● **Exercise prompt**:
Produce one exact copy of the records, no pictures.

● **Provided data**:
- - - -

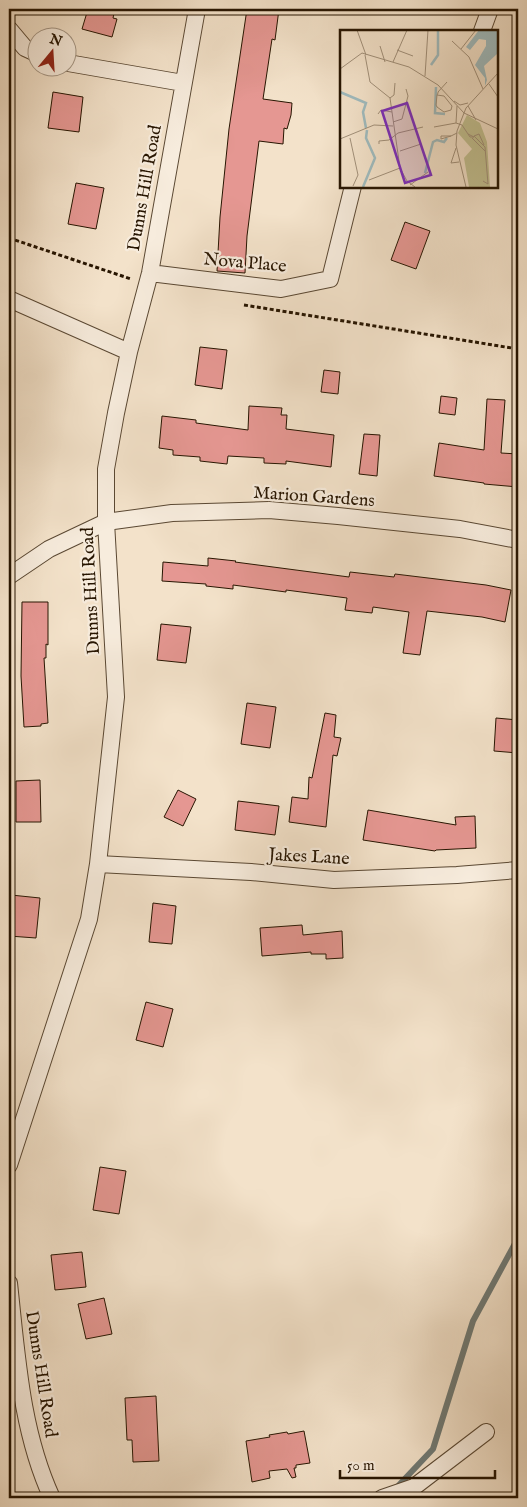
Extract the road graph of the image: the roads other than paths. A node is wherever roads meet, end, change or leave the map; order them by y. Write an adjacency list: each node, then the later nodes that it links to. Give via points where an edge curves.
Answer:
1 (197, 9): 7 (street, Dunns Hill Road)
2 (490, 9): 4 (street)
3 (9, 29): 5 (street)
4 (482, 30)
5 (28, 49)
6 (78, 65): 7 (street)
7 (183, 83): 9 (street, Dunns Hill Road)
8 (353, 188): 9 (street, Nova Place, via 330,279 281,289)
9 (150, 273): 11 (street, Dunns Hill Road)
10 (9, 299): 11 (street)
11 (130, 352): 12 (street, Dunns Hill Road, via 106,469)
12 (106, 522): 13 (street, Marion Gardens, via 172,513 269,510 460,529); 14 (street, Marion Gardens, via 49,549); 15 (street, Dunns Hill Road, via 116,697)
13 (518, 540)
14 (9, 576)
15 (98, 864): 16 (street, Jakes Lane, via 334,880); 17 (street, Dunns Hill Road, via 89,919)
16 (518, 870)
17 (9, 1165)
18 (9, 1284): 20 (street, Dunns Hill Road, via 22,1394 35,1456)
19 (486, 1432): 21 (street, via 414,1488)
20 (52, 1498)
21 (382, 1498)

- - - -

● **Task response**:
Extract the road graph of the image: the roads other than paths. A node is wherever roads meet, end, change or leave the map; order them by y. Write an adjacency list: each node, then the later nodes that it links to. Give via points where an edge curves.
Answer:
1 (197, 9): 7 (street, Dunns Hill Road)
2 (490, 9): 4 (street)
3 (9, 29): 5 (street)
4 (482, 30)
5 (28, 49)
6 (78, 65): 7 (street)
7 (183, 83): 9 (street, Dunns Hill Road)
8 (353, 188): 9 (street, Nova Place, via 330,279 281,289)
9 (150, 273): 11 (street, Dunns Hill Road)
10 (9, 299): 11 (street)
11 (130, 352): 12 (street, Dunns Hill Road, via 106,469)
12 (106, 522): 13 (street, Marion Gardens, via 172,513 269,510 460,529); 14 (street, Marion Gardens, via 49,549); 15 (street, Dunns Hill Road, via 116,697)
13 (518, 540)
14 (9, 576)
15 (98, 864): 16 (street, Jakes Lane, via 334,880); 17 (street, Dunns Hill Road, via 89,919)
16 (518, 870)
17 (9, 1165)
18 (9, 1284): 20 (street, Dunns Hill Road, via 22,1394 35,1456)
19 (486, 1432): 21 (street, via 414,1488)
20 (52, 1498)
21 (382, 1498)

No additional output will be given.